**EXERCISE GOAL:** Go through the lines below. Copy those with "Write".

**SOURCE MATERIAL:**
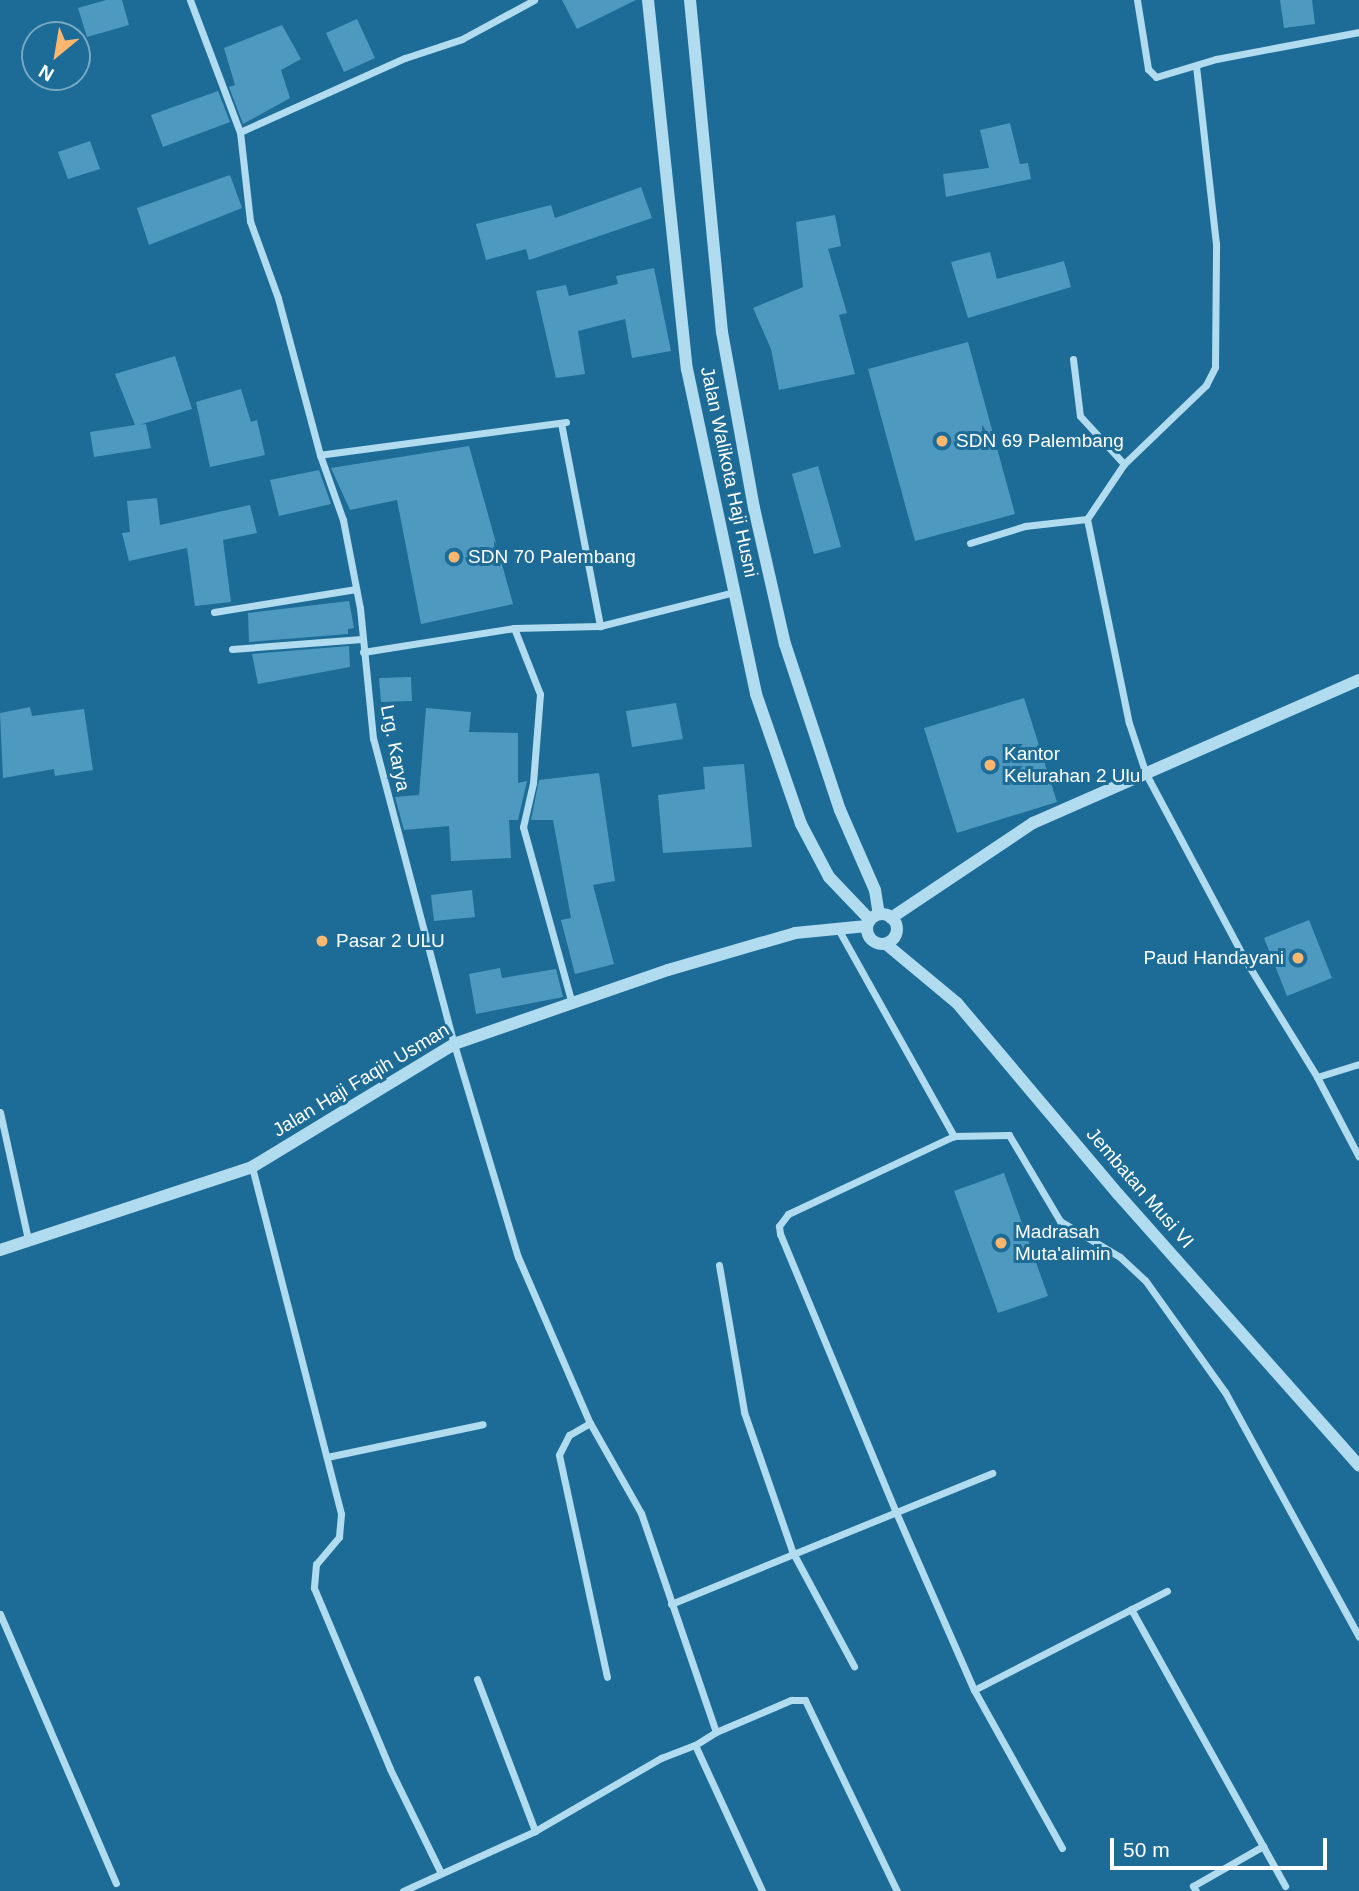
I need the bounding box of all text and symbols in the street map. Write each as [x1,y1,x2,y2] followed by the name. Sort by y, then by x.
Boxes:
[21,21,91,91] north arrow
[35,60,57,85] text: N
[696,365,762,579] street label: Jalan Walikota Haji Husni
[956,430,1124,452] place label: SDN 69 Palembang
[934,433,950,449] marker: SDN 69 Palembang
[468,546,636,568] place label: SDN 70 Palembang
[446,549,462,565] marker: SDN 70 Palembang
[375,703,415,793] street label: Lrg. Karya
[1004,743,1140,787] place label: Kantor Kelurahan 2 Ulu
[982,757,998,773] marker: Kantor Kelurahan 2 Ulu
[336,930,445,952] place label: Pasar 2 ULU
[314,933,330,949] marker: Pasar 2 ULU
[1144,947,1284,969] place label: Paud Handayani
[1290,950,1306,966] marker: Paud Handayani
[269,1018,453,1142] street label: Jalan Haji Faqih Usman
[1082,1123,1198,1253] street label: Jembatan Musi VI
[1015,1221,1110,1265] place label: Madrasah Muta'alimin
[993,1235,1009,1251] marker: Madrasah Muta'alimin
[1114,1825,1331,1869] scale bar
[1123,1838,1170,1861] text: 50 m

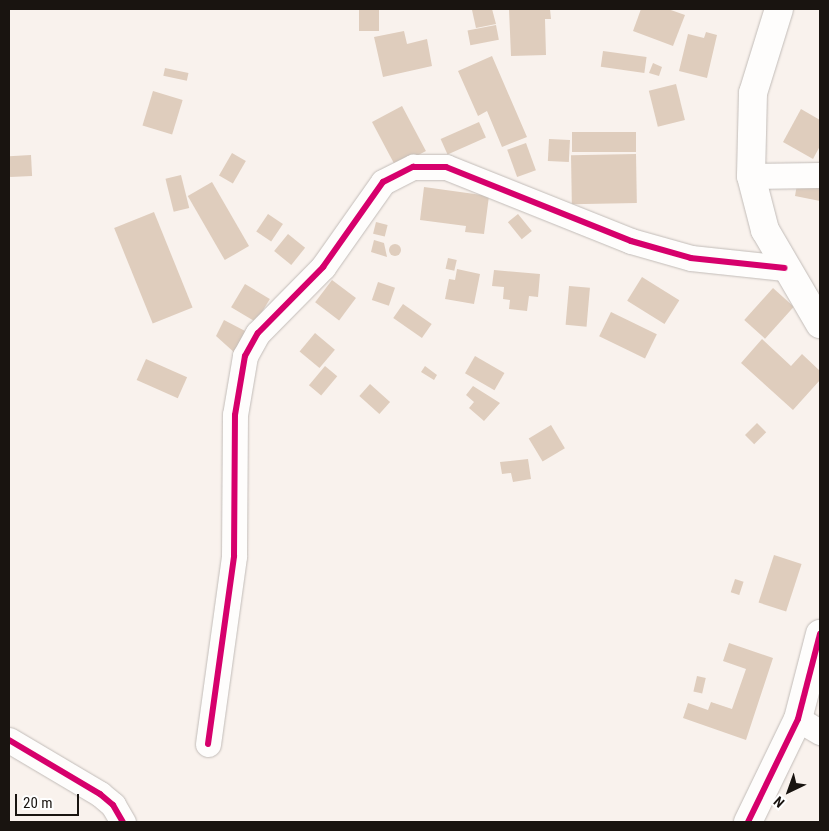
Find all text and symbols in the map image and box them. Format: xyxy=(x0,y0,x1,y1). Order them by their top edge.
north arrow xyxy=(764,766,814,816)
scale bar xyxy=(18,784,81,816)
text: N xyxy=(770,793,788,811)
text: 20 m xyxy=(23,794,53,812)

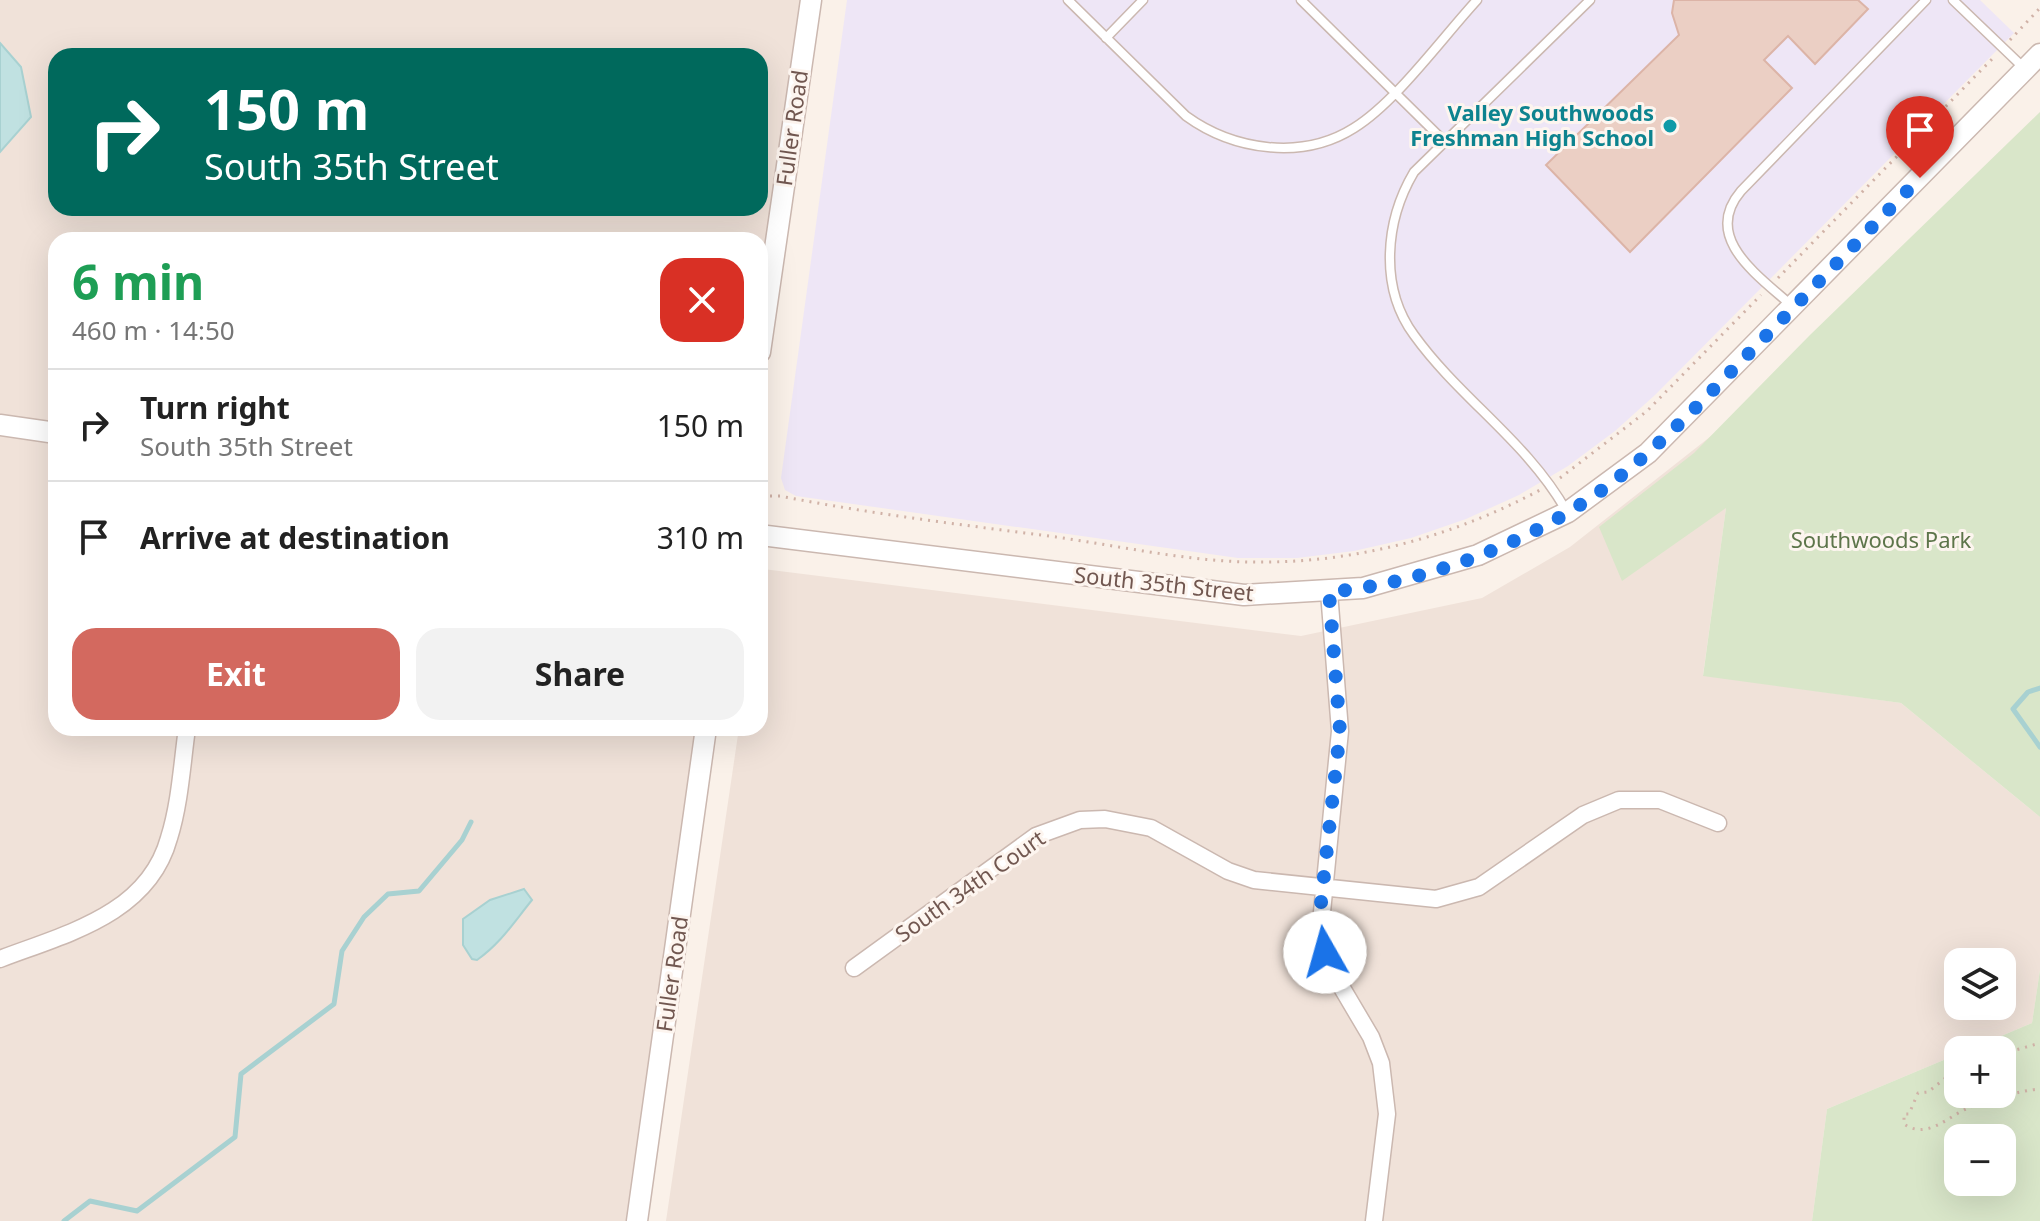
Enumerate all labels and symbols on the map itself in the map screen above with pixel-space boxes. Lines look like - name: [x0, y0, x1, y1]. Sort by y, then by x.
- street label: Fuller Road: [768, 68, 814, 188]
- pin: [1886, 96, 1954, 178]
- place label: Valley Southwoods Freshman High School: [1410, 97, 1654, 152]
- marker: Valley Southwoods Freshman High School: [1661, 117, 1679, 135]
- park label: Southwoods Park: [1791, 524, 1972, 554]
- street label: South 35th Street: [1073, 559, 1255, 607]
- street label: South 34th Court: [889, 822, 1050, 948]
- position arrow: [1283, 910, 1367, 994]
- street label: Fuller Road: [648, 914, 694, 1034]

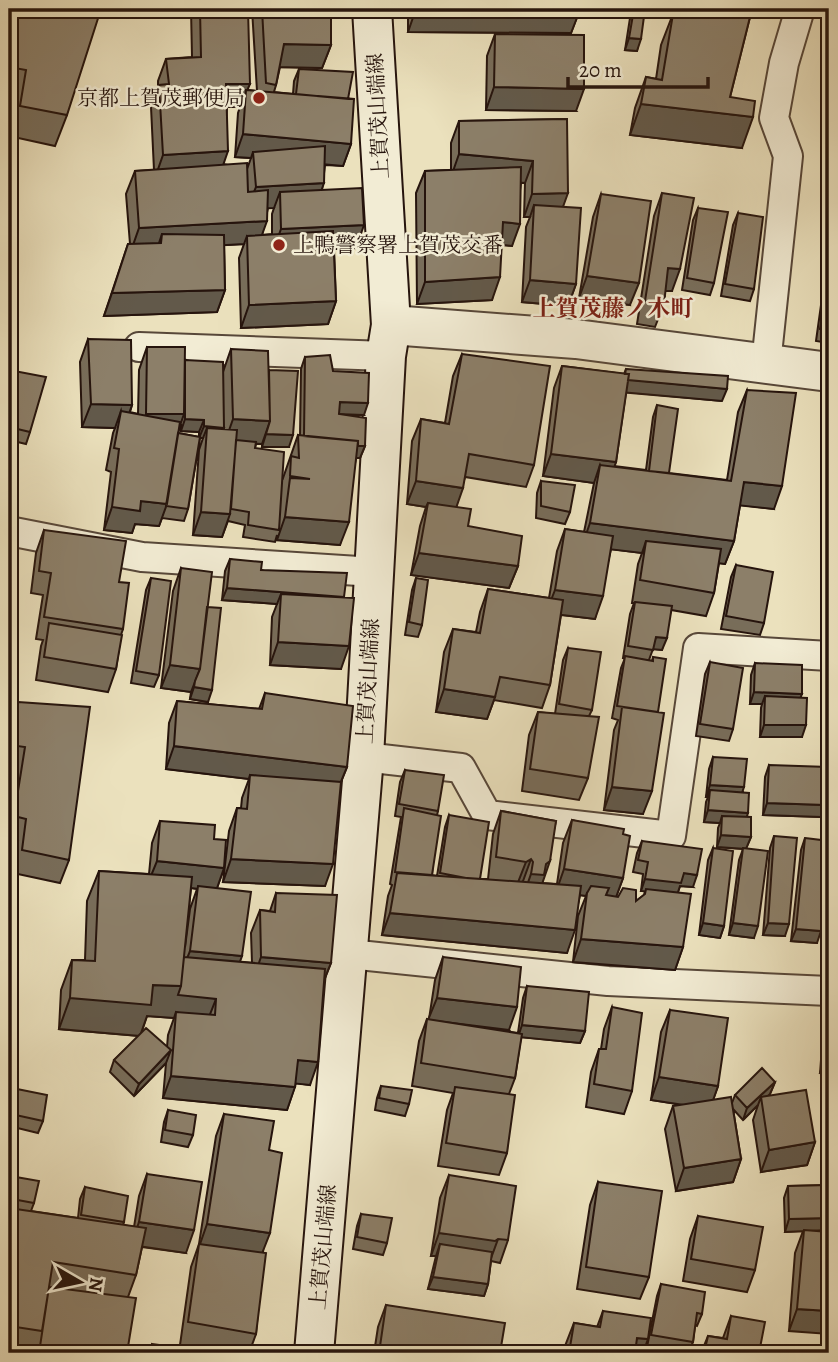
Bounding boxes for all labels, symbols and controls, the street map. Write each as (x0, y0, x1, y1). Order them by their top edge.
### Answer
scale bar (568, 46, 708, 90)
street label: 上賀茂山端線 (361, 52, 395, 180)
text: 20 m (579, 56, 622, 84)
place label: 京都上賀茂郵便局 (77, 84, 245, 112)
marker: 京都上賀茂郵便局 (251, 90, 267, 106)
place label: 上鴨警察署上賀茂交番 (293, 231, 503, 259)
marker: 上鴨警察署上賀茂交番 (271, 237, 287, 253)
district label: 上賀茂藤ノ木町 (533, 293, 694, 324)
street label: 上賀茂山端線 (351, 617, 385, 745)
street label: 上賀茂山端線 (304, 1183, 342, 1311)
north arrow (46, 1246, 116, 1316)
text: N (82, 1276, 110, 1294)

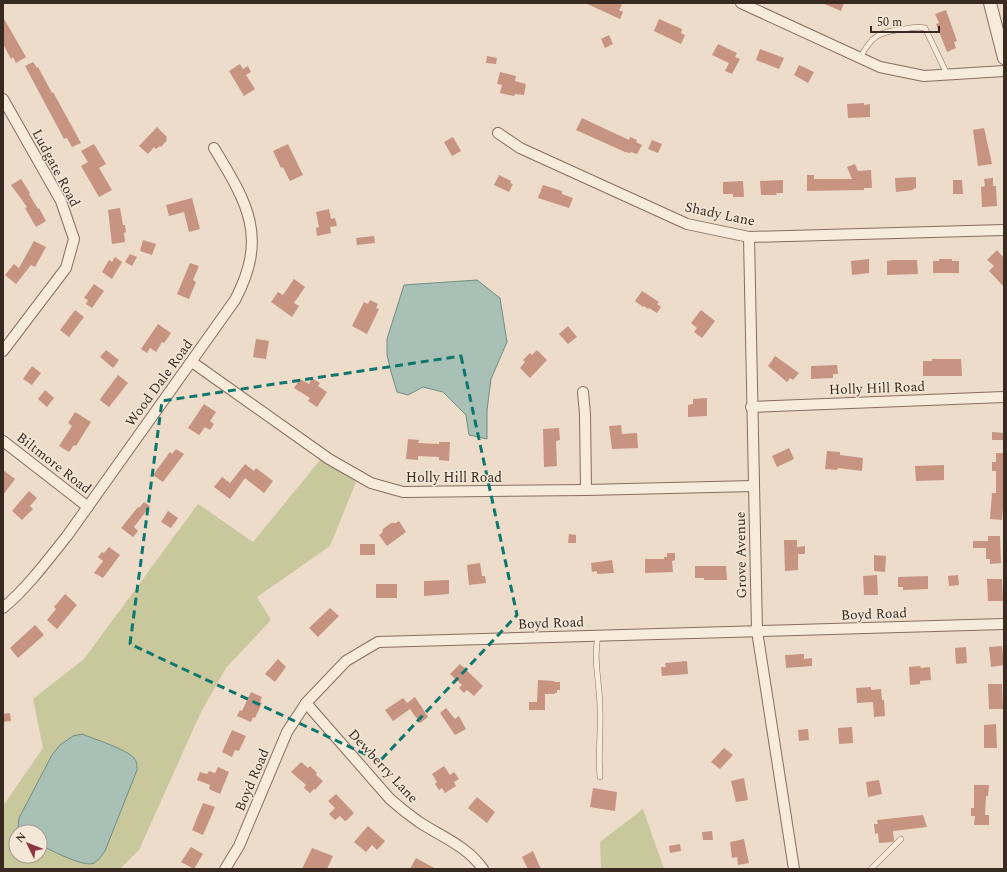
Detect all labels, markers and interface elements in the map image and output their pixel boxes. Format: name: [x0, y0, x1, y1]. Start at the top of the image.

**WRITTEN REPLY:**
I need the bounding box of all text and symbols in the street map. Write each as [x1,y1,x2,y2] followed by the name. Sort by y, then by x.
Bounding boxes for all labels, symbols and controls, the street map. Write each as (x0, y0, x1, y1). Order them by their top edge.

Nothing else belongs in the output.